Alternaria radicina xylanase is required for the occurrence of carrot black rot disease

Abstract

Alternaria radicina, the causative agent of carrot black rot, causes significant damage to both the leaves and roots of carrots throughout the growing season. The pathogenic effectors are seldomly isolated and lack of functional studies. In this study, we performed genomic sequencing, assembly, and annotation of an A. radicina isolate. A. radicina genome is about 34.71 Mb, and contains 11,271 coding sequences. Based on the Pathogen Host Interactions (PHI) database, three xylanase genes containing the glycoside hydrolase 11 (GH11) domain are enriched. We further identify five xylanase genes (ArXyn1 ∼ ArXyn5) in A. radicina genome according to the amino acid sequence similarity, and investigate their functional roles in the infection process. The transcriptions of ArXyn1 and ArXyn3 are significantly induced in both A. radicina strain and infected leaf tissues during the infection.

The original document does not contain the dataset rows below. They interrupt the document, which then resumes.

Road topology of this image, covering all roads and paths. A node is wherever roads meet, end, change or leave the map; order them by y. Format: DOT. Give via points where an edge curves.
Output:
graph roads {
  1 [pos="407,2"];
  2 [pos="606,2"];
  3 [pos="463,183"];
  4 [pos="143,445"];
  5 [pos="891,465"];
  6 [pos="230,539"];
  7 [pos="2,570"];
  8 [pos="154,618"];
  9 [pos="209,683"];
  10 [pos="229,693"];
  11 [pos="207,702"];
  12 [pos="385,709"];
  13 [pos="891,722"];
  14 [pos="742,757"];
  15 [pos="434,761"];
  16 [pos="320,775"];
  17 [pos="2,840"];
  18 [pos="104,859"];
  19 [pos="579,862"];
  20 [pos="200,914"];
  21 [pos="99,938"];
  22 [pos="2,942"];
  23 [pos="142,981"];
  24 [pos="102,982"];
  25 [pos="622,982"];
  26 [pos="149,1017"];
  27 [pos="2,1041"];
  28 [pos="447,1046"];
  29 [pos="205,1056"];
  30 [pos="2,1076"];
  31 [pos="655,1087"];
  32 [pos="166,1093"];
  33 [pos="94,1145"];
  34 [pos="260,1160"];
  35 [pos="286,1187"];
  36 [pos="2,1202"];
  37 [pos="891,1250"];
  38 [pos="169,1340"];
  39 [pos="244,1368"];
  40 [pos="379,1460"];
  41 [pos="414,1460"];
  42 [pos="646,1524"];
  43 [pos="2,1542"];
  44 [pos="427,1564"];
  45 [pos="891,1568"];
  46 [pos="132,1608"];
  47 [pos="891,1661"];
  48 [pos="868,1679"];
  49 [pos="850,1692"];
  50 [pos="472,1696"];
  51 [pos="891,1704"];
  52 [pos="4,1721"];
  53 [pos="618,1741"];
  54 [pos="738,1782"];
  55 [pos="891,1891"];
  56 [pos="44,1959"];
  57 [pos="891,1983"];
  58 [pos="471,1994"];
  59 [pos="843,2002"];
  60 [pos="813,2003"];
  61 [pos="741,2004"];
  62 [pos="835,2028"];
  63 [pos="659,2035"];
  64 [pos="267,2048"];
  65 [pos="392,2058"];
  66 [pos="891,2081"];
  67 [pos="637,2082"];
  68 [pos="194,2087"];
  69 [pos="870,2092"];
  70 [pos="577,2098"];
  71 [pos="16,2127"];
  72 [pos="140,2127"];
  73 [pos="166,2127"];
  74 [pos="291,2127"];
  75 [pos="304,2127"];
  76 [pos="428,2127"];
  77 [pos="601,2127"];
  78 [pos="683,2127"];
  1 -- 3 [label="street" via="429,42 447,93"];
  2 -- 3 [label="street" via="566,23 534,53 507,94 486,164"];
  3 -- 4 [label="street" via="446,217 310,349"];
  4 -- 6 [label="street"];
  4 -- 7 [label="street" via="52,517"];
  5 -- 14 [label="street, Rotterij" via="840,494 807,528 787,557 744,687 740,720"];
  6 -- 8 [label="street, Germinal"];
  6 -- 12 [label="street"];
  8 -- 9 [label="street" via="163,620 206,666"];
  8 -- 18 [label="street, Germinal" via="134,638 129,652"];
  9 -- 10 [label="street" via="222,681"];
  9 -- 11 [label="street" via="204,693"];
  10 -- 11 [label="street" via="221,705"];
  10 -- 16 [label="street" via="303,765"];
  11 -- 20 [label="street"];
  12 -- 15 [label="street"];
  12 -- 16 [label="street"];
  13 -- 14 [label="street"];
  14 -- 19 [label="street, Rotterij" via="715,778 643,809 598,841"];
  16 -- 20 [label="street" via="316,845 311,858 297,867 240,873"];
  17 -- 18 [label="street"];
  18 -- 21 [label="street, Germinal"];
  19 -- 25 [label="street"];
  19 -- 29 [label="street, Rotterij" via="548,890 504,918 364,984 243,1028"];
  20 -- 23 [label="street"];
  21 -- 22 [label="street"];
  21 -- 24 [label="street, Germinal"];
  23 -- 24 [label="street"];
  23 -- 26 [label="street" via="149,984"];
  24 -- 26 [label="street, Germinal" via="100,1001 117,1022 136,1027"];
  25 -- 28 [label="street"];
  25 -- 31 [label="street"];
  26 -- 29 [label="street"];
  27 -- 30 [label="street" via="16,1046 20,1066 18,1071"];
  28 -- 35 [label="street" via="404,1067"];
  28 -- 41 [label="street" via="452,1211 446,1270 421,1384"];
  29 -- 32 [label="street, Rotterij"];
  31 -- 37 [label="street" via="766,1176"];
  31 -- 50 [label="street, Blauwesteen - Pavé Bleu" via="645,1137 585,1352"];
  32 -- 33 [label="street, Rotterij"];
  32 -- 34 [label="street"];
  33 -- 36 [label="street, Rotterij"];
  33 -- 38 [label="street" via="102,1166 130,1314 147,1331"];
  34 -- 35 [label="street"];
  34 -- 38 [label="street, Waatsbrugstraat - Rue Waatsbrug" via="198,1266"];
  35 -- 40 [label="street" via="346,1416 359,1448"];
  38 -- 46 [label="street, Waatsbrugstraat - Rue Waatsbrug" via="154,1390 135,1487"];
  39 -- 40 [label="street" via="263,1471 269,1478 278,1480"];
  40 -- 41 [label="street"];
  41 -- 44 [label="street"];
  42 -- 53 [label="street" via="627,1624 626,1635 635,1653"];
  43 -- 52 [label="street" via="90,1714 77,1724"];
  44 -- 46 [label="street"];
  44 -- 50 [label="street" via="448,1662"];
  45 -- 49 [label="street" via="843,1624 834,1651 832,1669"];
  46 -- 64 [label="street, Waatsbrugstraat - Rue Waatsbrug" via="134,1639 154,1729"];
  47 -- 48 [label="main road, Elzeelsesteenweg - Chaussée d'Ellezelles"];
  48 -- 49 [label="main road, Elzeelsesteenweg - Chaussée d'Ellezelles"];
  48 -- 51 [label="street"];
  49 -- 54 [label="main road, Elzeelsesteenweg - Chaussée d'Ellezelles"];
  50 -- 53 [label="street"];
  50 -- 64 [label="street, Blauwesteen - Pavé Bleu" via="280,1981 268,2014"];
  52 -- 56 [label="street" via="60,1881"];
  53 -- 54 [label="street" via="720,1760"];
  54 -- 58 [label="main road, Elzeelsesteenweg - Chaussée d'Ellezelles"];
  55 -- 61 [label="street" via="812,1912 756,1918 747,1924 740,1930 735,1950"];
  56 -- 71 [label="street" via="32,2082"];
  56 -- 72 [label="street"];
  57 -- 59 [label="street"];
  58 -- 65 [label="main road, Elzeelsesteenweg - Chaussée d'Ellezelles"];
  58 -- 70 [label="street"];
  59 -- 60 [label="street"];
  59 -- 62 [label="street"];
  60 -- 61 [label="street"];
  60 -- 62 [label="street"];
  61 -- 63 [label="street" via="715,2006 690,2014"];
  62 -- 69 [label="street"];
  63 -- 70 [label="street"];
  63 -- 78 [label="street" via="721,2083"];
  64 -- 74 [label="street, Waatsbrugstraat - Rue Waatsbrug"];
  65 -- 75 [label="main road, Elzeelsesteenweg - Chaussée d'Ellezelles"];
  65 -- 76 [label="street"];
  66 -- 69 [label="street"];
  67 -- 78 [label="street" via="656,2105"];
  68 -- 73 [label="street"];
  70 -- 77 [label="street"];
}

Transiently expressing ArXyn1 or ArXyn3 in Nicotiana benthamiana leaves triggers the cell death, which is dependent on the signal peptide localized at the N-terminal of each gene. Subcellular localization analysis reveals that both ArXyn1 and ArXyn3 are localized in the plasma membrane, cytosol, nucleus and extracellular spaces of N. benthamiana leaf cells. Deleting either ArXyn1 or ArXyn3 slightly reduces the fungal growth on the medium. The ArXyn1 or ArXyn3 deletion mutant cause less severe disease symptoms on carrot leaves and roots than wild type strain. Scanning electron microscopy reveals that both mutants cause reduced cell wall damages compared to wild type strain. Taken together, our results suggest that xylanases contribute to A. radicina virulence, and play important roles in the occurrence of carrot black rot disease.